╭─ The input
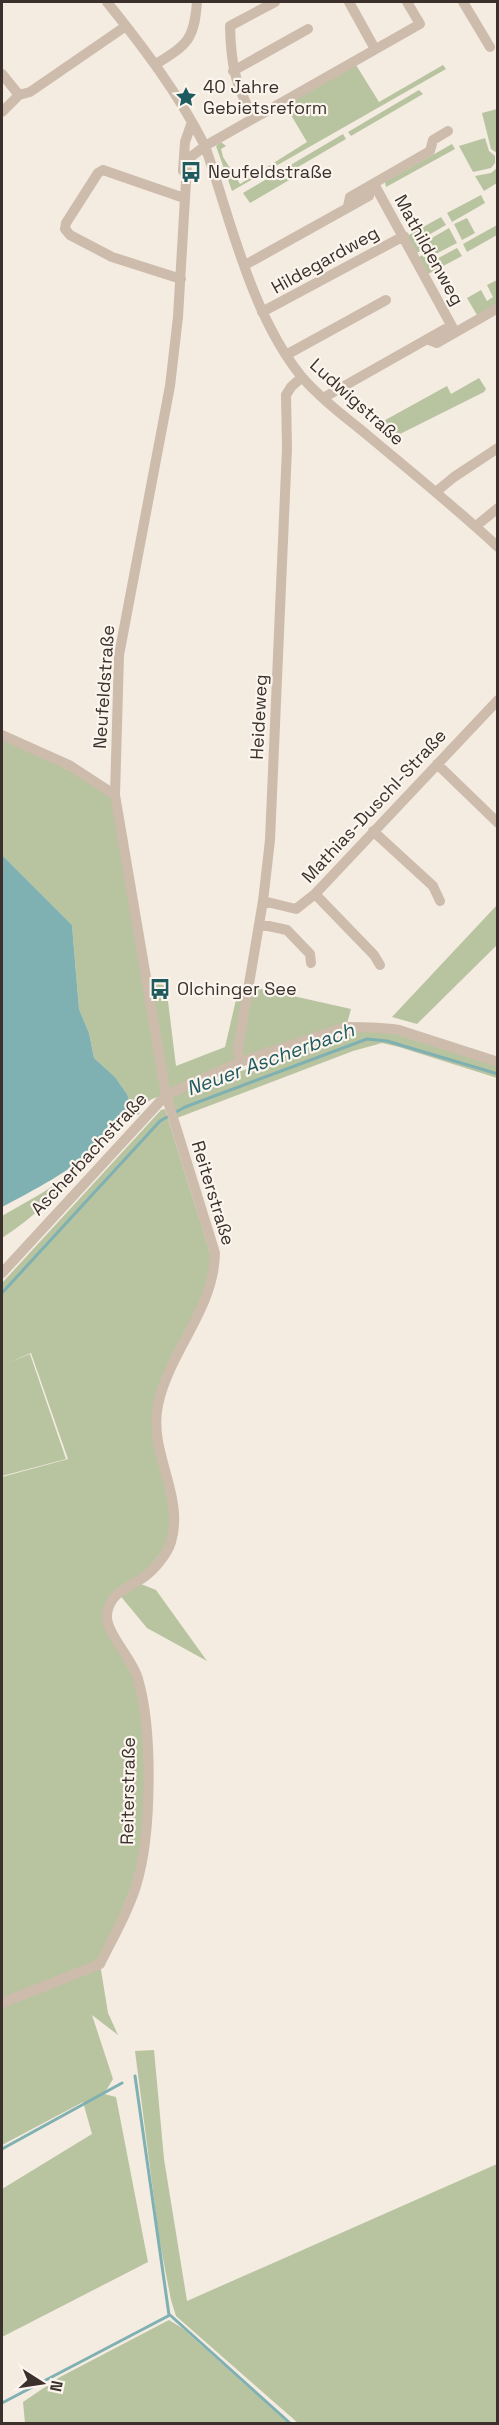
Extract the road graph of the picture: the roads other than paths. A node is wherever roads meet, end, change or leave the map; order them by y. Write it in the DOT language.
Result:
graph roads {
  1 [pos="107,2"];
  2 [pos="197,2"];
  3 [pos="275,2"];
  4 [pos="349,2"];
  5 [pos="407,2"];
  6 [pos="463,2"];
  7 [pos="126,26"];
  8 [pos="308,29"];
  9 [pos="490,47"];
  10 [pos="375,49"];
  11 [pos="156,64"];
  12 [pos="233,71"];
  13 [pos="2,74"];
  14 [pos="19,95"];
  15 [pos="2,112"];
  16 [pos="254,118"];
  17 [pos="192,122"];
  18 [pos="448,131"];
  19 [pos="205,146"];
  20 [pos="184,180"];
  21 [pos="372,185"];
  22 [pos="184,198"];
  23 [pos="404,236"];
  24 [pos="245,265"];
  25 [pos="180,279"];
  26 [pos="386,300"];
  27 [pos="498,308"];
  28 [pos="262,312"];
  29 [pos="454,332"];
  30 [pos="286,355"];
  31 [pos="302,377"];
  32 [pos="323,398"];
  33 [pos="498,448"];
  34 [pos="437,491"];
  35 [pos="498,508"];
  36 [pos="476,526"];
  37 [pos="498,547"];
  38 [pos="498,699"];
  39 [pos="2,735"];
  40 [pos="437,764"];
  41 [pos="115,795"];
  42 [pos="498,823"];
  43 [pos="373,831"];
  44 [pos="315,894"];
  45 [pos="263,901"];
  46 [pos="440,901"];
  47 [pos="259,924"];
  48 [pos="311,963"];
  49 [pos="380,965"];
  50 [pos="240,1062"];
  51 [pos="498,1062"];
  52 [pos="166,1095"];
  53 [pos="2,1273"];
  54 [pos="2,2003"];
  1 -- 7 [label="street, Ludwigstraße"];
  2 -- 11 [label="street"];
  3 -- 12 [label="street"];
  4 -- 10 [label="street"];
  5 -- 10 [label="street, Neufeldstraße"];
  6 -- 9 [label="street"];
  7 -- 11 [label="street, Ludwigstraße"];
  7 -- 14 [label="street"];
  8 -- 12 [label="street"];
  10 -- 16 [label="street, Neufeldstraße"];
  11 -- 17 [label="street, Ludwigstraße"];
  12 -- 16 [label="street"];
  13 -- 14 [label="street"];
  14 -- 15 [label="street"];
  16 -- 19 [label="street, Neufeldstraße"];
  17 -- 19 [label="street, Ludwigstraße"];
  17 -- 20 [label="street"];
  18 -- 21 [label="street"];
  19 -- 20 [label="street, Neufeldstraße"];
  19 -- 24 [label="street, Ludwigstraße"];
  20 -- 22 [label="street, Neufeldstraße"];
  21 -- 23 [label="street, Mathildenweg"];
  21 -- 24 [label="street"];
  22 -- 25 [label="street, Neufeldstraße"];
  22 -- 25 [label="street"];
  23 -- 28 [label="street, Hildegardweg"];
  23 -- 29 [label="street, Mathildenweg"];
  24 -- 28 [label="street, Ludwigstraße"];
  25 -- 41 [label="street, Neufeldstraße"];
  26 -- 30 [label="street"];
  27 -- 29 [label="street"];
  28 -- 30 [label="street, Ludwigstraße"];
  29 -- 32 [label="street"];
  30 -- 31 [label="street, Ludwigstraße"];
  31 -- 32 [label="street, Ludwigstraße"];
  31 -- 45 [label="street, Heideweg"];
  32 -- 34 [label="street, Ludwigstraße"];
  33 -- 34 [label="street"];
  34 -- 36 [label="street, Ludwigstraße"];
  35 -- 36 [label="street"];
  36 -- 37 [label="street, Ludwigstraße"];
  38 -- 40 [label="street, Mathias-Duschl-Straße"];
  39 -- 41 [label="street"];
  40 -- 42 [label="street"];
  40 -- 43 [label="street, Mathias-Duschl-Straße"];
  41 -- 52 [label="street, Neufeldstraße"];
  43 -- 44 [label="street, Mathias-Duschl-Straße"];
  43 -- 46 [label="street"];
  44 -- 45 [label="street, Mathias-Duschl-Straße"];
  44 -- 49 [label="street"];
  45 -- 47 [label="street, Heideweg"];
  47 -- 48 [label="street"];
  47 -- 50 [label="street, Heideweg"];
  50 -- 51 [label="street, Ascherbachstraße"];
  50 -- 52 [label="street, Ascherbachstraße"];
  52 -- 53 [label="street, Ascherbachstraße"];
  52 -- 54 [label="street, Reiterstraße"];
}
╰─
## What the task asks
Copy out every line above, word for word, minus images.

## Response below
Extract the road graph of the picture: the roads other than paths. A node is wherever roads meet, end, change or leave the map; order them by y. Write it in the DOT language.
Result:
graph roads {
  1 [pos="107,2"];
  2 [pos="197,2"];
  3 [pos="275,2"];
  4 [pos="349,2"];
  5 [pos="407,2"];
  6 [pos="463,2"];
  7 [pos="126,26"];
  8 [pos="308,29"];
  9 [pos="490,47"];
  10 [pos="375,49"];
  11 [pos="156,64"];
  12 [pos="233,71"];
  13 [pos="2,74"];
  14 [pos="19,95"];
  15 [pos="2,112"];
  16 [pos="254,118"];
  17 [pos="192,122"];
  18 [pos="448,131"];
  19 [pos="205,146"];
  20 [pos="184,180"];
  21 [pos="372,185"];
  22 [pos="184,198"];
  23 [pos="404,236"];
  24 [pos="245,265"];
  25 [pos="180,279"];
  26 [pos="386,300"];
  27 [pos="498,308"];
  28 [pos="262,312"];
  29 [pos="454,332"];
  30 [pos="286,355"];
  31 [pos="302,377"];
  32 [pos="323,398"];
  33 [pos="498,448"];
  34 [pos="437,491"];
  35 [pos="498,508"];
  36 [pos="476,526"];
  37 [pos="498,547"];
  38 [pos="498,699"];
  39 [pos="2,735"];
  40 [pos="437,764"];
  41 [pos="115,795"];
  42 [pos="498,823"];
  43 [pos="373,831"];
  44 [pos="315,894"];
  45 [pos="263,901"];
  46 [pos="440,901"];
  47 [pos="259,924"];
  48 [pos="311,963"];
  49 [pos="380,965"];
  50 [pos="240,1062"];
  51 [pos="498,1062"];
  52 [pos="166,1095"];
  53 [pos="2,1273"];
  54 [pos="2,2003"];
  1 -- 7 [label="street, Ludwigstraße"];
  2 -- 11 [label="street"];
  3 -- 12 [label="street"];
  4 -- 10 [label="street"];
  5 -- 10 [label="street, Neufeldstraße"];
  6 -- 9 [label="street"];
  7 -- 11 [label="street, Ludwigstraße"];
  7 -- 14 [label="street"];
  8 -- 12 [label="street"];
  10 -- 16 [label="street, Neufeldstraße"];
  11 -- 17 [label="street, Ludwigstraße"];
  12 -- 16 [label="street"];
  13 -- 14 [label="street"];
  14 -- 15 [label="street"];
  16 -- 19 [label="street, Neufeldstraße"];
  17 -- 19 [label="street, Ludwigstraße"];
  17 -- 20 [label="street"];
  18 -- 21 [label="street"];
  19 -- 20 [label="street, Neufeldstraße"];
  19 -- 24 [label="street, Ludwigstraße"];
  20 -- 22 [label="street, Neufeldstraße"];
  21 -- 23 [label="street, Mathildenweg"];
  21 -- 24 [label="street"];
  22 -- 25 [label="street, Neufeldstraße"];
  22 -- 25 [label="street"];
  23 -- 28 [label="street, Hildegardweg"];
  23 -- 29 [label="street, Mathildenweg"];
  24 -- 28 [label="street, Ludwigstraße"];
  25 -- 41 [label="street, Neufeldstraße"];
  26 -- 30 [label="street"];
  27 -- 29 [label="street"];
  28 -- 30 [label="street, Ludwigstraße"];
  29 -- 32 [label="street"];
  30 -- 31 [label="street, Ludwigstraße"];
  31 -- 32 [label="street, Ludwigstraße"];
  31 -- 45 [label="street, Heideweg"];
  32 -- 34 [label="street, Ludwigstraße"];
  33 -- 34 [label="street"];
  34 -- 36 [label="street, Ludwigstraße"];
  35 -- 36 [label="street"];
  36 -- 37 [label="street, Ludwigstraße"];
  38 -- 40 [label="street, Mathias-Duschl-Straße"];
  39 -- 41 [label="street"];
  40 -- 42 [label="street"];
  40 -- 43 [label="street, Mathias-Duschl-Straße"];
  41 -- 52 [label="street, Neufeldstraße"];
  43 -- 44 [label="street, Mathias-Duschl-Straße"];
  43 -- 46 [label="street"];
  44 -- 45 [label="street, Mathias-Duschl-Straße"];
  44 -- 49 [label="street"];
  45 -- 47 [label="street, Heideweg"];
  47 -- 48 [label="street"];
  47 -- 50 [label="street, Heideweg"];
  50 -- 51 [label="street, Ascherbachstraße"];
  50 -- 52 [label="street, Ascherbachstraße"];
  52 -- 53 [label="street, Ascherbachstraße"];
  52 -- 54 [label="street, Reiterstraße"];
}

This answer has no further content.